One of the other cells that we
see in connective tissue is the stem cell.
On the left hand side, there are certain stem
cells in epithelial tissue. These epithelia
shown here happen to be lining the intestinal
area in the small intestine and epithelial
cells are continually lost or that need to
be replaced. So in epithelia, you have these
stem cells. While on the right hand side, you have
a stem cell called the pericyte. The pericyte
is associated with blood vessels, little blood
capillaries and they do a number of things.
They can control the growth of endothelial
cells, in other words the growth of blood vessels,
but they are relatively undifferentiated.
But they can be stimulated to become advent
tissue cells or paravascular cells to strengthen
the capillary wall. In some circumstances,
they can develop into smooth muscle cells
as the blood vessel network develops further.
And here you see some smooth muscle cells around
the very very small lumen of a blood vessel,
that perhaps could have been derived from
one of these pericytes. You know in actual
fact, the pericytes are surrounded by the
external lamina of the endothelial cells that
lines the blood vessel, so it is seperated
from the connective tissue. So really or probably
not, by definition, a connective tissue cell,
what we tend to talk about pericytes when
we talk about very small blood capillaries
lying in connective tissue spaces. Well, one of
the other connective tissue cells that I have
mentioned before, are the immune cells in the
lamina propria. Here is an image of the lamina
propria supporting an epithelial surface.
Sometimes these immune cells such as the
lymphocyte here can wander off into the
epithelium and they are really on sentry duty.
They are really wandering through taking out surveillance
activities to make sure that they can identify
antigens, they are programed to identify and
then alert the body to the invading antigens
that they detect. Well finally, let's
look at the plasma cell.
The plasma cell operates in connective tissues,
but as we learn when we deal with the lymphoid
tissues, it is derived from the lymphocyte.

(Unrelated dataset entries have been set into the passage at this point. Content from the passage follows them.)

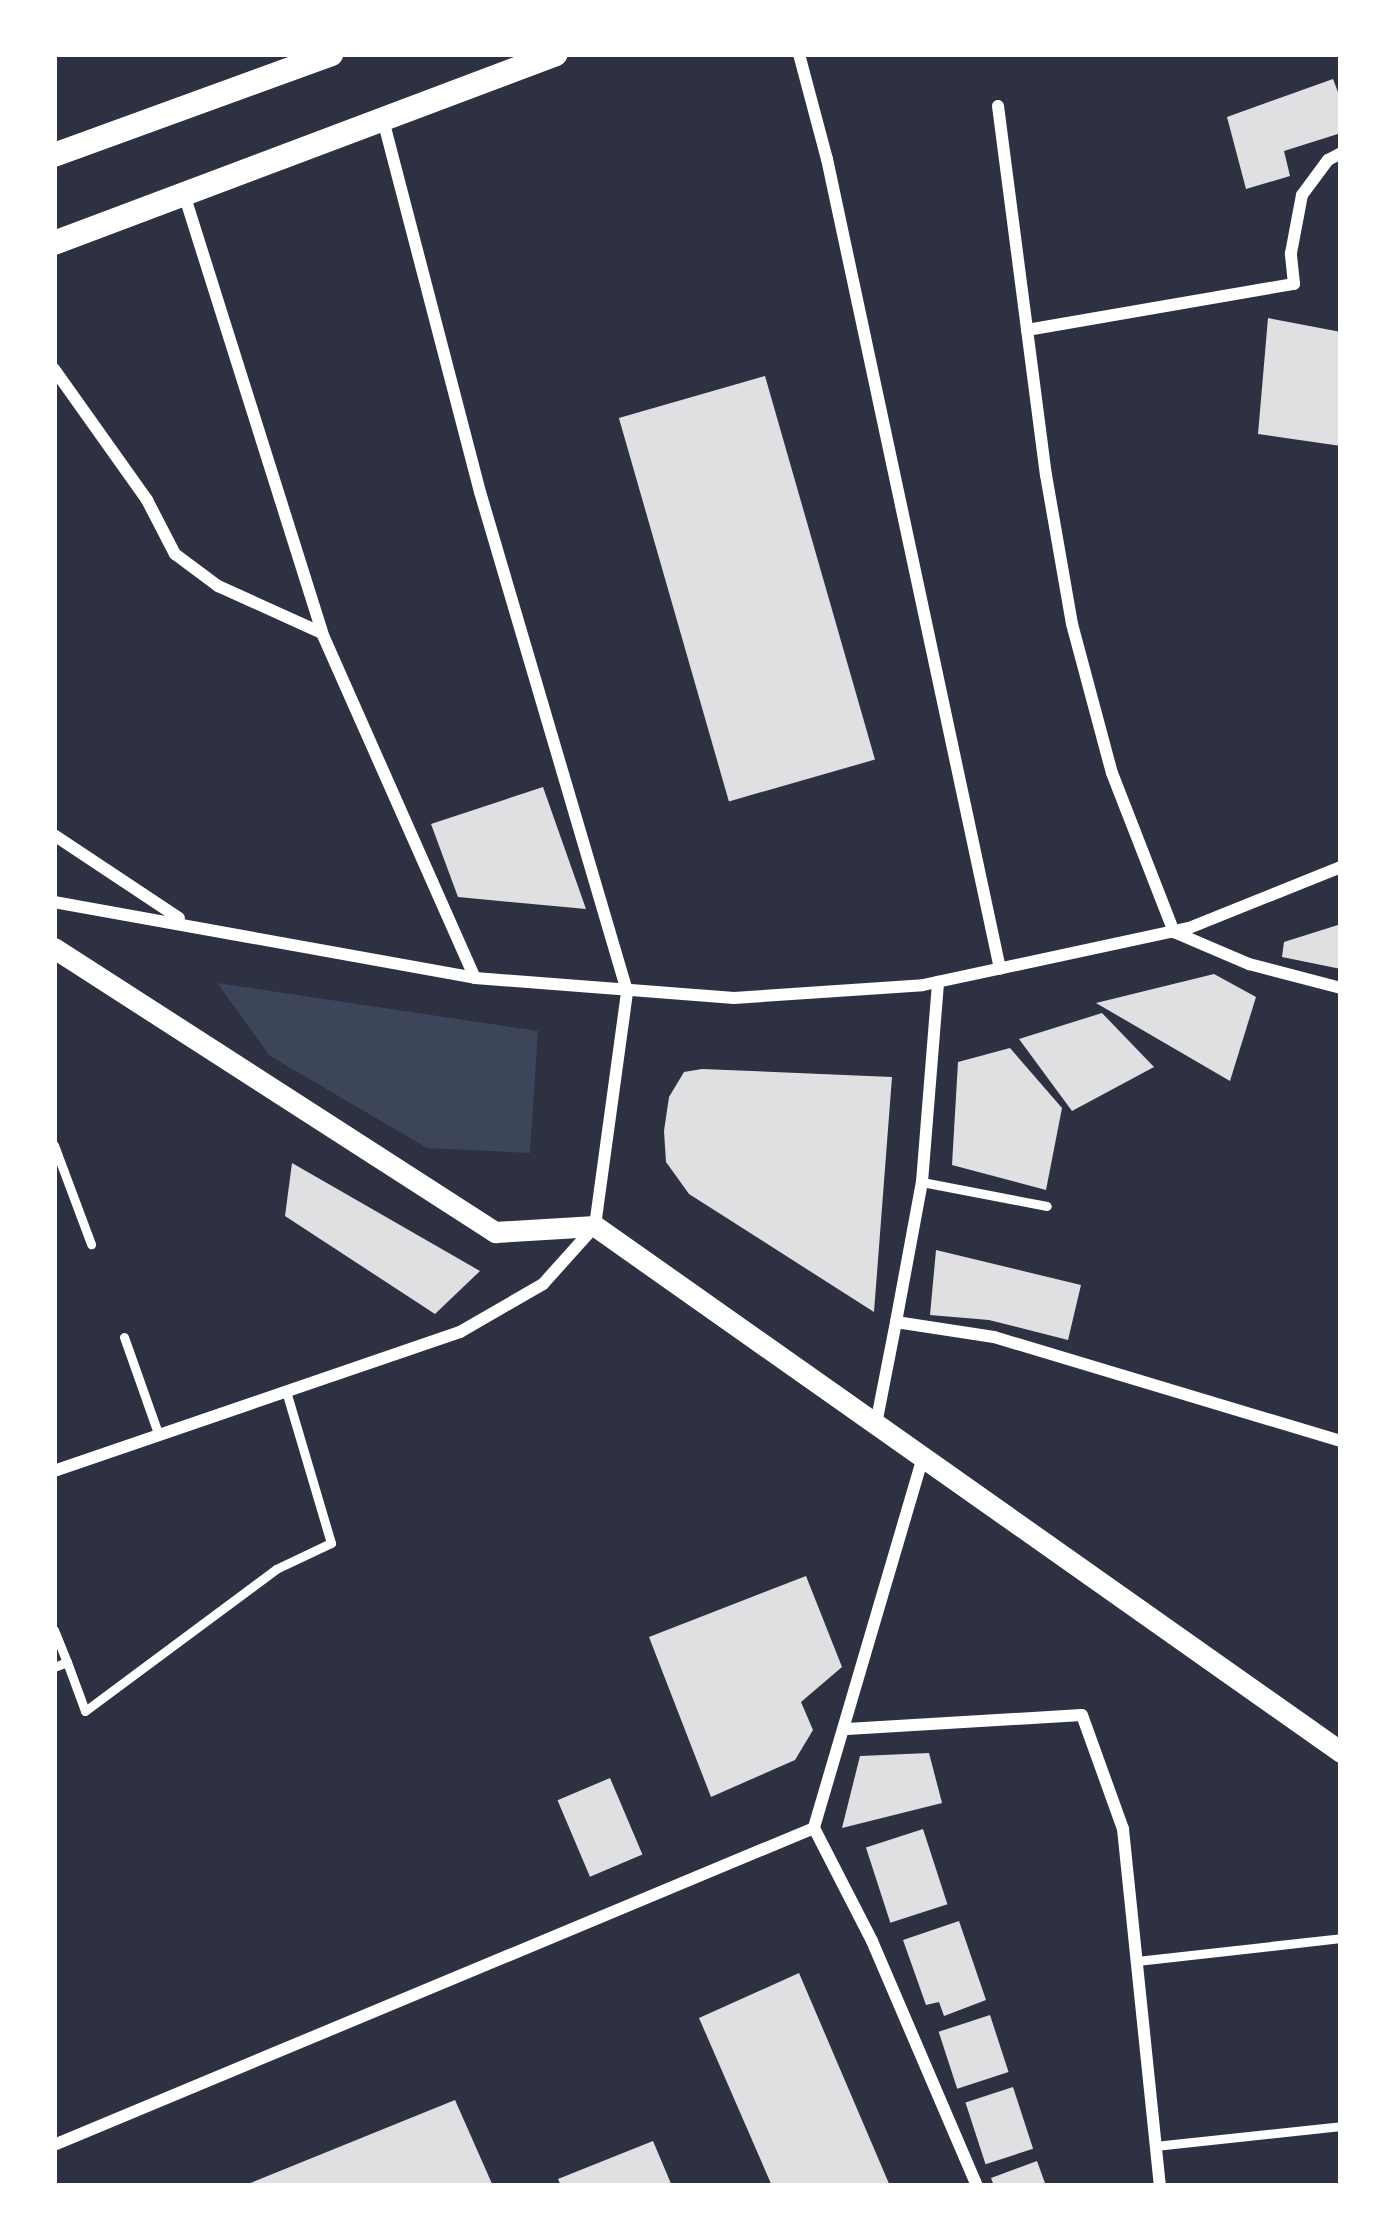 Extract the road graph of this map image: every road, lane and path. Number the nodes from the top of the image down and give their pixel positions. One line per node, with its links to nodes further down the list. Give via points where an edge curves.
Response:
1 (331, 54): 7 (main road)
2 (556, 54): 5 (main road)
3 (799, 54): 19 (street)
4 (998, 106): 10 (street)
5 (383, 119): 8 (main road); 23 (street, via 480,491)
6 (1341, 153): 10 (street, via 1302,195 1294,284)
7 (54, 155)
8 (184, 194): 9 (main road); 12 (street)
9 (54, 243)
10 (1027, 330): 17 (street, via 1072,624 1112,773)
11 (54, 369): 12 (street, via 176,554 218,586)
12 (322, 633): 20 (street)
13 (54, 835): 16 (street)
14 (1341, 867): 17 (street)
15 (54, 902): 16 (street)
16 (185, 922): 20 (street)
17 (1174, 932): 19 (street); 22 (street, via 1249,964)
18 (54, 948): 27 (street, via 495,1232)
19 (1000, 969): 21 (street)
20 (476, 978): 23 (street)
21 (938, 982): 23 (street, via 734,998); 25 (street)
22 (1341, 988)
23 (627, 992): 27 (street)
24 (54, 1144): 28 (lane)
25 (922, 1182): 26 (lane); 29 (street)
26 (1047, 1206)
27 (595, 1226): 31 (street, via 543,1284 460,1332); 32 (street)
28 (91, 1244)
29 (896, 1322): 32 (street); 34 (street, via 994,1337)
30 (124, 1336): 33 (lane)
31 (286, 1390): 33 (street); 38 (lane, via 331,1543 276,1570 85,1711)
32 (876, 1424): 35 (street)
33 (158, 1433): 36 (street)
34 (1341, 1441)
35 (923, 1457): 40 (street); 41 (street)
36 (54, 1471)
37 (54, 1630): 38 (lane)
38 (67, 1662): 39 (lane)
39 (54, 1667)
40 (847, 1730): 42 (street); 44 (street, via 1082,1715 1123,1829)
41 (1341, 1752)
42 (814, 1828): 46 (street); 48 (street)
43 (1341, 1938): 44 (lane)
44 (1137, 1960): 47 (street)
45 (1341, 2126): 47 (lane)
46 (54, 2145)
47 (1155, 2146): 49 (street)
48 (977, 2186)
49 (1160, 2186)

On the right hand side, you can see the plasma
cell labeled, lying within connective tissue.
It is easy to identify because it has a characteristic
clock face nucleus with the heterochromatin
is arranged around the periphery of the nucleus
creating what appears to be a clock face.
These are very very busy cells. They are making
antibody. And so when you look at the cytoplasm,
sometimes it has its basophilic appearance
and this reflects the protein factory within
the cytoplasm that is making the antibody,
the protein. The little clear halo you often
see around the nucleus is the golgi complex,
the part of the cytoplasm, that packages of
these proteins, these antibodies for export.
On the left hand side, it is very difficult
to see the plasma cell because they are embedded
amongst other nuclei or other cells close
to the epithelial surface. But again, if you
look very carefully through these cells, you
can identify them by having the very characteristic
clock face nucleus.
Well, as a summary, let's go back to this
diagram and my challenge for you is to now
review the sorts of cells that I have just
described that are resident in connective
tissue and they are all derived from the mesenchyme
cell. And make sure you can also differentiate
in this diagram, cells that are originating
from blood cells because in a later lecture
on blood, which is another form of connective
tissue, I am going to discuss these cells
as well. Remember the resident cells that
are derived from mesenchymes are always present
in connective tissues whereas the wandering
cells derived from blood wander in and
out, undergoing a surveillance role, looking
for foreign proteins, foreign cells and antigens.
And we will talk about all of these cells
when we look at the lymphoid tissue. And also
before we move on to the lectures on cartilage
and bone, make sure you have a good understanding
of the sorts of fibres that make up connective
tissue. The collagen fibres, reticular fibres
and elastic fibres because those fibres are
going to be very important and dominate in
certain types of cartilage and also in bone.
And also have a general understanding of the
extracellular matrix because again that often
determines the type of properties that the
connective tissues have, that we will talk
about later on cartilage, bone and blood.
So I hope you enjoyed this lecture.
I hope you are looking forward to the subsequent
lectures on cartilage and also bone.